Thursday, June 18, 2020

Putin Amendment Said to Ban Giving Russian Territory to Other Countries Doesn’t in Fact Do That, ‘Velikoross’ Writer Says


Paul Goble

            Staunton, June 15 – Vladimir Putin and his supporters say and most Russians accept that one of the amendments he has proposed does something that Russians, like other peoples around the world, almost always care about above everything else by banning any chance that their country could give up territory to other countries.

            Because of the trauma of 1991 which in the view of many Russians cost them control of lands they viewed as their own and because of the disputes with Japan over the Kurile and the entire world over the occupation of Crimea and with the aspirations of many groups to exit the Russian Federation, such a ban is an especially powerful motivator.

            But according to Svetlana Zemlelova, a commentator for the Russian nationalist Velikoross magazine, the proposed amendment, while superficially attractive, does not provide the protections Russians may think they are voting for (politobzor.net/217468-novye-popravki-v-konstituciyu-dopuskayut-otchuzhdenie-chasti-territorii-rf.html).

            Worse, she says, the amendment in fact makes it easier for others foreign and domestic to make territorial claims against Russia by specifying the ways in which Moscow can agree to such changes, powers that she says those at the center should not have because experience has shown that they cannot be trusted.

            Zemlelova argues that in order to get what it wants, the powers that be in Moscow are using a bait and switch operation in many areas, promising loudly what the people say they want but putting in place arrangements that will allow the powers that be to do what they want and sell out the Russian people

            That is certainly the case, in her view, of the amendment on the defense of the territorial integrity of the Russian Federation.  It reads as follows: “The Russian Federation guarantees the defense of its sovereignty and territorial integrity. Actions (with the exceptions of delimitation, demarcation, and re-demarcation of the state border of the Russian Federation with neighboring countries) directed at the alienation of part of the territory of the Russian Federation and also calls for such actions are not allowed.”

            Many read this as a welcome defense of the country’s current border, Zemlelova says; but in fact, it is just the reverse.  It specifies that the Russian government can agree to border changes as long as they are done under the names of demarcation and delimitation, legal terms that can prove quite elastic.

            What this amendment means, she says, is that “the Constitution will allow the alienation of part of the territory of the Russian Federation by negotiation with a neighbor and the further definition of new borders as a result of these negotiations. In other words, when they tell us that the amendments ban a change in the borders of Russia, this is a complete lie.” 

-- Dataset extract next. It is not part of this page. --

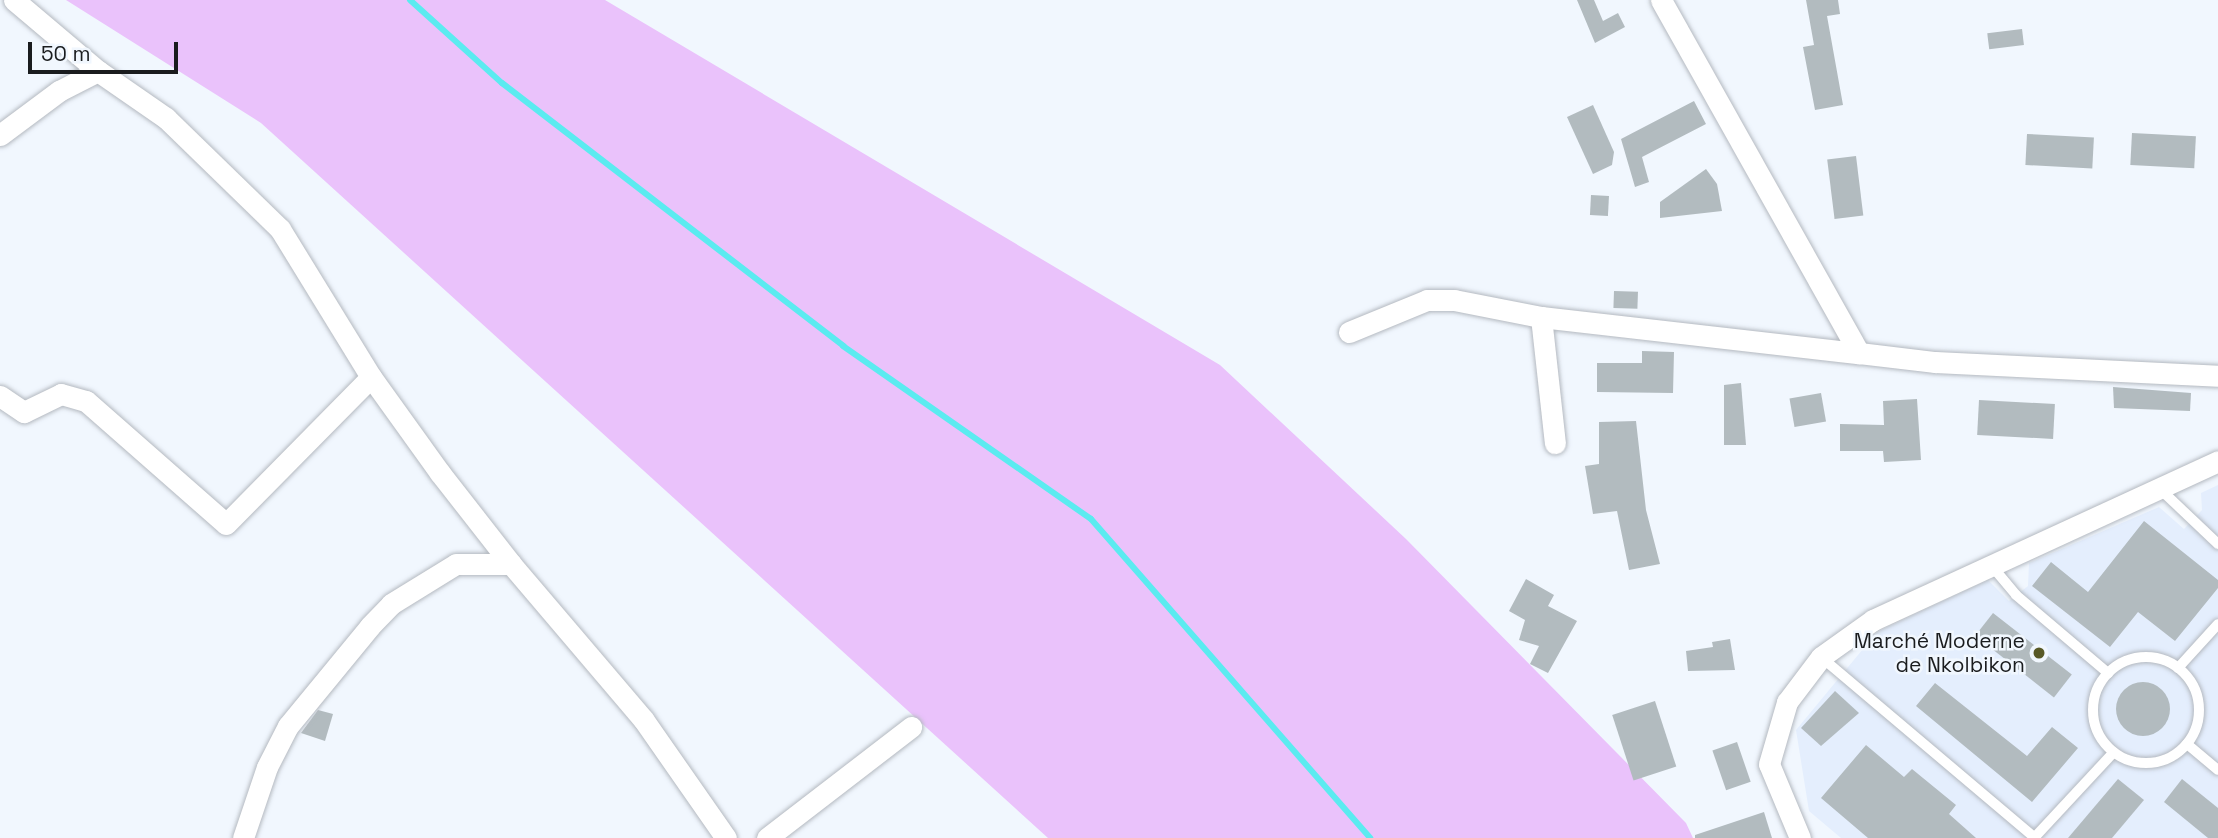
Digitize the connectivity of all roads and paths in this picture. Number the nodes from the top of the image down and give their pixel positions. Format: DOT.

            The powers are concealing this by bureaucratic language, and they plan to get their way by forcing Russians to vote for all the amendments as a package rather than allowing them to support those that work for their benefit and oppose those, like this one, that don’t.  Of course, Russians are for pension reform; but they aren’t for giving back the Kuriles.

            Far too few Russians seem to appreciate what is going on, Zemlelova says; but enough do to make the powers that be nervous, as can be seen from all their efforts to push things through quickly and without discussion so that most will not recognize the latest sleight of hand by the powers that be.